Cesena, 18 aprile 2019 - Il Movimento 5 Stelle cesenate, spaccato al suo interno, ha presentato due liste per le amministrative del 26 maggio che attendono di ricevere il simbolo dalla staff centrale. Un’attesa lunga e snervante. Se arriverà, il simbolo sarà dato solo a una delle due liste. Il consigliere comunale Claudio Capponcini, medico cesenate di 62 anni, ha lavorato all’allestimento di quella lista che fa capo all’ala storica del movimento. L’altra fa a capo alla consigliera Claudia Ceccaroni.

Capponcini, questa attesa estenuante dura da troppo tempo. A che punto siamo?

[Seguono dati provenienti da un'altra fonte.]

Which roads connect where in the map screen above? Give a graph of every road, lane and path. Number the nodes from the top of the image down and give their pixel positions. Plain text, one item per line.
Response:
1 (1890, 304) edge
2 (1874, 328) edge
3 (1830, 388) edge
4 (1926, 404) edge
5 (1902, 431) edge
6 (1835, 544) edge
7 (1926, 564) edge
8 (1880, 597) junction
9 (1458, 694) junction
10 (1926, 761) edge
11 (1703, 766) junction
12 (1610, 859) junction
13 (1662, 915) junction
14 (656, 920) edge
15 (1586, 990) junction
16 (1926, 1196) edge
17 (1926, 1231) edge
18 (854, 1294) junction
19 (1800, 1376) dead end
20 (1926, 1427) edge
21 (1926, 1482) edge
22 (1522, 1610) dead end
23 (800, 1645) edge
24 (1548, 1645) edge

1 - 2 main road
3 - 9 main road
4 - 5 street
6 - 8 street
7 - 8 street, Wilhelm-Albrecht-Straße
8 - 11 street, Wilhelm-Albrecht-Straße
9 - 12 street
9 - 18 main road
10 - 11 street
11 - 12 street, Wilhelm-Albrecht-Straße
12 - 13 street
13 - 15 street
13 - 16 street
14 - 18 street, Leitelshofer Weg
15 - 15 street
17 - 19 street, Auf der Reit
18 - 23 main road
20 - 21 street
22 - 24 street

«Siamo fiduciosi che la concessione del simbolo alla nostra lista sia imminente, intanto continuiamo a muoverci».

In che modo?

«In questo weekend raccoglieremo le duecento firme necessarie alla presentazione della lista, per non trovarci spiazzati all’arrivo del simbolo. È l’ultimo weekend utile, perché entro sabato 27 aprile si debbono presentare la lista per partecipare alle comunali. Per questa ragione faremo i banchetti in centro a caccia delle firme».

Capponcini, a noi risulta che lei sia il candidato sindaco.

«Lo comunicheremo quando ci sarà l’ufficializzazione».

Ma è il segreto di Pulcinella: chi firmerà la lista, leggerà il nome dei candidati e lassù in alto il suo.

«Se lo chiede, ovvio che lo legge: se no firma sulla fiducia».

Bene, non ha negato. Se arrivasse la certificazione non sarebbe comunque tardi per inserirvi nella campagna elettorale?

«Tardi lo è, ma non troppo anche perché la campagna elettorale non è decollata. Sia Lattuca sia Rossi si sono attardati in schermaglie. Faremo il volatone finale».

Se invece non otterreste il simbolo, che cosa farete?

«Faremo la campagna per le europee, e ci ritroveremo per decidere come comportarci alle urne alle amministrative, cioè a chi dare il voto, ma sono convinto che non arriveremo a quel punto. Ho fiducia che ci verrà concesso il simbolo e che potremo correre con ottimi risultati».

Deluso di questo ritardo da parte dello staff centrale del movimento, leggasi Di Maio?

«Comprendo la situazione, noi non siamo un partito organizzato come quelli storici, il lavoro è tanto e non siamo gli unici noi di Cesena ad attendere il simbolo»

Alle politiche prendeste il 30%. Teme che questa storia, se correrete, possa nuocervi alle urne?

«I cittadini guarderanno ai fatti: al nostro impegno e a quello che in questi anni abbiamo fatto per Cesena».